■ EXERCISE
Write the records out again in full, word for word.

Saved entries
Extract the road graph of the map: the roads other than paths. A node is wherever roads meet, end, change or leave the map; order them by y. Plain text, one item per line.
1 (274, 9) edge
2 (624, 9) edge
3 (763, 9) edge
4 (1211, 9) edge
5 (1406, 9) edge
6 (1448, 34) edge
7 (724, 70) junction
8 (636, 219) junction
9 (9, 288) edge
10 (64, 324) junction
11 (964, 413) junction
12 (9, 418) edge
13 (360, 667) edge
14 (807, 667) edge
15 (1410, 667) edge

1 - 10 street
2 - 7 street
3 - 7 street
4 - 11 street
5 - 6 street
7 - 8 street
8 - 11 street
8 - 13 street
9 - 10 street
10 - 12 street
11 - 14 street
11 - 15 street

■ RESPONSE BOX
Extract the road graph of the map: the roads other than paths. A node is wherever roads meet, end, change or leave the map; order them by y. Plain text, one item per line.
1 (274, 9) edge
2 (624, 9) edge
3 (763, 9) edge
4 (1211, 9) edge
5 (1406, 9) edge
6 (1448, 34) edge
7 (724, 70) junction
8 (636, 219) junction
9 (9, 288) edge
10 (64, 324) junction
11 (964, 413) junction
12 (9, 418) edge
13 (360, 667) edge
14 (807, 667) edge
15 (1410, 667) edge

1 - 10 street
2 - 7 street
3 - 7 street
4 - 11 street
5 - 6 street
7 - 8 street
8 - 11 street
8 - 13 street
9 - 10 street
10 - 12 street
11 - 14 street
11 - 15 street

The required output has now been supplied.